Peru has a long history of civilians providing for their own security when the state is either unwilling or unable to protect its citizens. Remote communities in the Cajamarca region mobilized rondas campesinas to confront cattle thieves in the 1970s. In the 1980s, rural populations organized civilian self-defense forces to fight an increasingly abusive Sendero Luminoso (Shining Path) insurgency that emerged in the Ayacucho region of Peru. Many communities responded to threats on their own initiative, organizing and arming themselves with spears, knives, and slings to combat well-armed Sendero militants. The state security forces later stepped in to coordinate with, to assist, or to coopt these groups. In some cases, the state forced communities to organize and eventually distributed thousands of Winchester and Mossberg shotguns to the civilian population. The conflict spanned nearly two decades and resulted in an estimated 70,000 deaths. Sendero Luminoso’s revolutionary campaign, along with a heavy-handed state counterinsurgency, led to widespread civilian victimization, human rights abuses, torture, and disappearances. Civilian self-defense forces proved crucial in Sendero’s eventual defeat in the 1990s and helped to minimize further civilian victimization. Community self-defense forces continue to play an important role in confronting contemporary security challenges in Peru. What are the primary security challenges that communities face today? How have communities responded to these challenges? And what does the future of civilian self-defense look like in Peru?

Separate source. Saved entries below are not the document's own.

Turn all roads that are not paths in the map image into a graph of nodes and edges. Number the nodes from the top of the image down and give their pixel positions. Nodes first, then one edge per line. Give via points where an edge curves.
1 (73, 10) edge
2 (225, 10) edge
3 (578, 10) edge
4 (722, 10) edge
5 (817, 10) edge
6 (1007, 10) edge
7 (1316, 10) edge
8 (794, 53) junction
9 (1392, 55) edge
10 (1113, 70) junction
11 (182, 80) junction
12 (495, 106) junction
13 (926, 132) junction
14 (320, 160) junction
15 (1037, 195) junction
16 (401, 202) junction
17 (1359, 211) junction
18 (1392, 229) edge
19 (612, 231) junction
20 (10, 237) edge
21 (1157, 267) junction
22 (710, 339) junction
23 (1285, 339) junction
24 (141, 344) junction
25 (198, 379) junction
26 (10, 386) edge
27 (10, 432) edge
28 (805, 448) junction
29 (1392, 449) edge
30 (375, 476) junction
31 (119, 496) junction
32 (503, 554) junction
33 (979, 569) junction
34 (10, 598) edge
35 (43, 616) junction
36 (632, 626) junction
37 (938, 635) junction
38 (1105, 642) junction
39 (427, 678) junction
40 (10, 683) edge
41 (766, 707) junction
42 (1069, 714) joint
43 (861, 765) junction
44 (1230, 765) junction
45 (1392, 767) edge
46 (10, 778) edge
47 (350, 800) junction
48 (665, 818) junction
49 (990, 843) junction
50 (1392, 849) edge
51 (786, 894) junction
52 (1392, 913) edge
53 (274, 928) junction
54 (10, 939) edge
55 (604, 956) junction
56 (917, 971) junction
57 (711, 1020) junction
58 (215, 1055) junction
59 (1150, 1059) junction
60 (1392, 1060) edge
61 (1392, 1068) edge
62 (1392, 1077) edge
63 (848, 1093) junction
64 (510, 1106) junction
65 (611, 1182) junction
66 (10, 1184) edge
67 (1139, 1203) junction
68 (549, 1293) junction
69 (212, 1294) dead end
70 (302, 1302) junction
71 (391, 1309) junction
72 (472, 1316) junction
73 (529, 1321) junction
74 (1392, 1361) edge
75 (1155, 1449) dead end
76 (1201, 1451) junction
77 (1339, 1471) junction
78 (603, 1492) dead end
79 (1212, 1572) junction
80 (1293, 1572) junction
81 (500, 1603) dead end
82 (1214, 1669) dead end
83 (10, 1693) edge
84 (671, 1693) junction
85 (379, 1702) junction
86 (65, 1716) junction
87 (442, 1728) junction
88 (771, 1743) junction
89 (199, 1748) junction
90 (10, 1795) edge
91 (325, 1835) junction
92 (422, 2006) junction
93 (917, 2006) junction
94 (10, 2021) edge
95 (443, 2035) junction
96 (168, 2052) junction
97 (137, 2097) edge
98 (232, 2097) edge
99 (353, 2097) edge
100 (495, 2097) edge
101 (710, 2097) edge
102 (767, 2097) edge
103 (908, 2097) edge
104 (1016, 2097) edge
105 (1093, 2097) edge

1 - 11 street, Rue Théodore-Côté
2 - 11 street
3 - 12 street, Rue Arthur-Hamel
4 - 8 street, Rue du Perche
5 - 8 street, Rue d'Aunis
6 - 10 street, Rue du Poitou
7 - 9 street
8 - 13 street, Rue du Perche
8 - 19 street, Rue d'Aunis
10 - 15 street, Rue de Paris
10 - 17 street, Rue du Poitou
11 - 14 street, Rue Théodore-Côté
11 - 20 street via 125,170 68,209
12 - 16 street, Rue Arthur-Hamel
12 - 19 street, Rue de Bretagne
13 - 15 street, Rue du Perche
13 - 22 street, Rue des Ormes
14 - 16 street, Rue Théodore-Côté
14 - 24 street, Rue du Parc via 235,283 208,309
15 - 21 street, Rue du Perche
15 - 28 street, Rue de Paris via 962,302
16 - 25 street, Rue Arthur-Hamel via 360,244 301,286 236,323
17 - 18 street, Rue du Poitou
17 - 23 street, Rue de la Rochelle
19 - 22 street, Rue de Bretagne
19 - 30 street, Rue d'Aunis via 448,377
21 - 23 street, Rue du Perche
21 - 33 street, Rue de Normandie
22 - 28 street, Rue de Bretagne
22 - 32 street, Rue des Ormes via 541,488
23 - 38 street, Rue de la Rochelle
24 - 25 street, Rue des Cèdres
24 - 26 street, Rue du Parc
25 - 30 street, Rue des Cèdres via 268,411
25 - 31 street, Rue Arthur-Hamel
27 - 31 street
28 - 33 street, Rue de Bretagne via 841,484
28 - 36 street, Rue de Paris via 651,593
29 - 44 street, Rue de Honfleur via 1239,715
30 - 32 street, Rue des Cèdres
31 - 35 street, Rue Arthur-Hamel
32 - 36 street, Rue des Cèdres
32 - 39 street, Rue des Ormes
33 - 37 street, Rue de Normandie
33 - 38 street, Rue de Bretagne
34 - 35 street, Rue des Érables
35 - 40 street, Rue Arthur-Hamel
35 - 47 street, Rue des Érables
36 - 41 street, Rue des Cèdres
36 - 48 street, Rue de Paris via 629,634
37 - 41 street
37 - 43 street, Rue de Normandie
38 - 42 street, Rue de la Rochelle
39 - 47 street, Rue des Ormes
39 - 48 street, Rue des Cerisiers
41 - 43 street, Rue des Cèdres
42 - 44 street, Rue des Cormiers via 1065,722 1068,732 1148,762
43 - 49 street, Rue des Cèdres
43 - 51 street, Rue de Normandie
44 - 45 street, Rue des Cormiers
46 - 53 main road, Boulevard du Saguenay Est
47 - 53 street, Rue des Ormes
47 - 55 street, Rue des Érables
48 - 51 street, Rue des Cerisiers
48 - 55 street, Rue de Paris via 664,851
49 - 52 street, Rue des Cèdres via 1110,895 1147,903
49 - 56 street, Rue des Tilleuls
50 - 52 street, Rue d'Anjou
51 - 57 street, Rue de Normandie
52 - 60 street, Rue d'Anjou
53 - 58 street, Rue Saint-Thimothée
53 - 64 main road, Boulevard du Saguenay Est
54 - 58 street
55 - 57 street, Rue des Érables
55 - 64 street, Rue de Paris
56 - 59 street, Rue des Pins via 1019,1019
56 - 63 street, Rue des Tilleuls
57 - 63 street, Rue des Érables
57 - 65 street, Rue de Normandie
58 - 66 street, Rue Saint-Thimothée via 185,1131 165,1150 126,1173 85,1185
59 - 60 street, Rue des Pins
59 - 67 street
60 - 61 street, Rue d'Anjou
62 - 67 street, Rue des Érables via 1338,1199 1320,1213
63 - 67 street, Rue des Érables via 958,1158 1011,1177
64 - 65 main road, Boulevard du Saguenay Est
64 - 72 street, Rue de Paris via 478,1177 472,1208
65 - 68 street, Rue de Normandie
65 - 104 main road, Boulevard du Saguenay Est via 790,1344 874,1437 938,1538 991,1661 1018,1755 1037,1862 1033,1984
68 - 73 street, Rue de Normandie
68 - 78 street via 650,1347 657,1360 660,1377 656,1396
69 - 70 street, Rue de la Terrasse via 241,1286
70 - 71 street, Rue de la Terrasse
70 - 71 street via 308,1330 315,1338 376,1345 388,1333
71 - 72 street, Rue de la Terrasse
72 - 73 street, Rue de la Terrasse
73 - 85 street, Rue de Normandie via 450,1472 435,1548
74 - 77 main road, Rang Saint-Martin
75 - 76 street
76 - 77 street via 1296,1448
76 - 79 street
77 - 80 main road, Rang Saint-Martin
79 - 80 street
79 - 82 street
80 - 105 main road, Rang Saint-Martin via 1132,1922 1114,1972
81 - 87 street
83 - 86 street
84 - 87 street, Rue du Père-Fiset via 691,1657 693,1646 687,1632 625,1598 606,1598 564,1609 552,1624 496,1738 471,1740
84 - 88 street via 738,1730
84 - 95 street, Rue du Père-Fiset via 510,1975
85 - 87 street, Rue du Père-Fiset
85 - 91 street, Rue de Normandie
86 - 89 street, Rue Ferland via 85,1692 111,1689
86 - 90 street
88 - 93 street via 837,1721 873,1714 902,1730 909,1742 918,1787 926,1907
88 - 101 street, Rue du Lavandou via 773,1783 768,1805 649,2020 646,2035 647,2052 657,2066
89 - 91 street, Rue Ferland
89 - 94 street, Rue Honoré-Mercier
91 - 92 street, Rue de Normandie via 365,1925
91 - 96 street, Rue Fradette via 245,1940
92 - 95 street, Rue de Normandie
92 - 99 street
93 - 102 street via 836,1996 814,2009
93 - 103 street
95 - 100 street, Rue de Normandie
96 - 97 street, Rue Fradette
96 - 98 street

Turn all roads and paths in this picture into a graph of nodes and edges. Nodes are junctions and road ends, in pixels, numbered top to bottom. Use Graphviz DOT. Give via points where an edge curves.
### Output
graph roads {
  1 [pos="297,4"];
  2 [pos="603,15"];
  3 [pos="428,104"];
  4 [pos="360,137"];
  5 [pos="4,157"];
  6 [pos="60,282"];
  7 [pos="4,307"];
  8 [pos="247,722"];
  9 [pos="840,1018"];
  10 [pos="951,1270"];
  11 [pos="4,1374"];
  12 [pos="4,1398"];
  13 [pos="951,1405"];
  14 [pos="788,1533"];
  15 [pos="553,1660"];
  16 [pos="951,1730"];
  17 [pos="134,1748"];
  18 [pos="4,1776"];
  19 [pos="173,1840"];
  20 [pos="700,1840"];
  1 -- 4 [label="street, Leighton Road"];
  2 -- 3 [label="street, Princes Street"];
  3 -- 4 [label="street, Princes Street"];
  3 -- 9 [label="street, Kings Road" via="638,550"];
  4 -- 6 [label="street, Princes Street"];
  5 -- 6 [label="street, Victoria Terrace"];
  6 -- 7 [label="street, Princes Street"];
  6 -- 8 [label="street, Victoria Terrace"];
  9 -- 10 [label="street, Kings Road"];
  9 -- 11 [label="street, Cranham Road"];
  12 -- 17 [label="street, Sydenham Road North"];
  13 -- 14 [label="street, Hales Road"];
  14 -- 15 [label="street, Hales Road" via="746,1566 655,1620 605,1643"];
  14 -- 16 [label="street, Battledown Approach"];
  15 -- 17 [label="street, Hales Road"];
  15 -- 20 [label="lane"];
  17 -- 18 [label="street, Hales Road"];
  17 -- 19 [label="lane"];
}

Contemporary Threats and Civilian Self-Defense in Ayacucho
During fieldwork in the Ayacucho region of Peru between 2011 and 2015, I visited several dozen communities to speak with residents and active self-defense force participants about the past, present, and future of these organizations. Terrorism remains a concern in only a limited number of communities. Most interview subjects agreed that delinquency, widespread crime, and insecurity tied to the illicit drug economy constitute the greatest contemporary threats. The state has a limited presence in remote regions of Ayacucho. Vast geographic space, limited accessibility, and insufficient resources hinder state efforts to provide adequate security. As a result, almost all rural communities in Ayacucho have self-defense forces to fill gaps in local security provision, although their origins, evolution, and function differ case by case.
For example, the Luricocha civilian self-defense force currently coordinates with nine neighboring communities to prevent armed robberies along the road leading from the mountains down into the jungle. Over the span of three years I observed their changing strategies to combat armed bandits. During my first trips to the region, small contingents of civilians armed with 12-gauge shotguns patrolled in the night and set up makeshift checkpoints to deter thieves who would prey on trucks and transport vans. Along the dirt highway, they stopped vehicles en route to the jungle to log vehicle license plates and review drivers’ documents. Over the last couple of years, the Luricocha civilian self-defense force strengthened its ties to the military and established a permanent checkpoint manned by armed civilian volunteers. The municipal government in the provincial capital of Huanta provides a modest monthly stipend and the group asks for a “tip” from automobiles that pass through the checkpoint to help offset the cost to participants that spend a month providing security instead of working on their farms. I visited one of Luricocha’s self-defense force leaders last week who informed me that they had increased the frequency of patrols after attacks on several cars in December 2014. There have been no further assaults on cars in their area this year, suggesting the new strategy has been effective.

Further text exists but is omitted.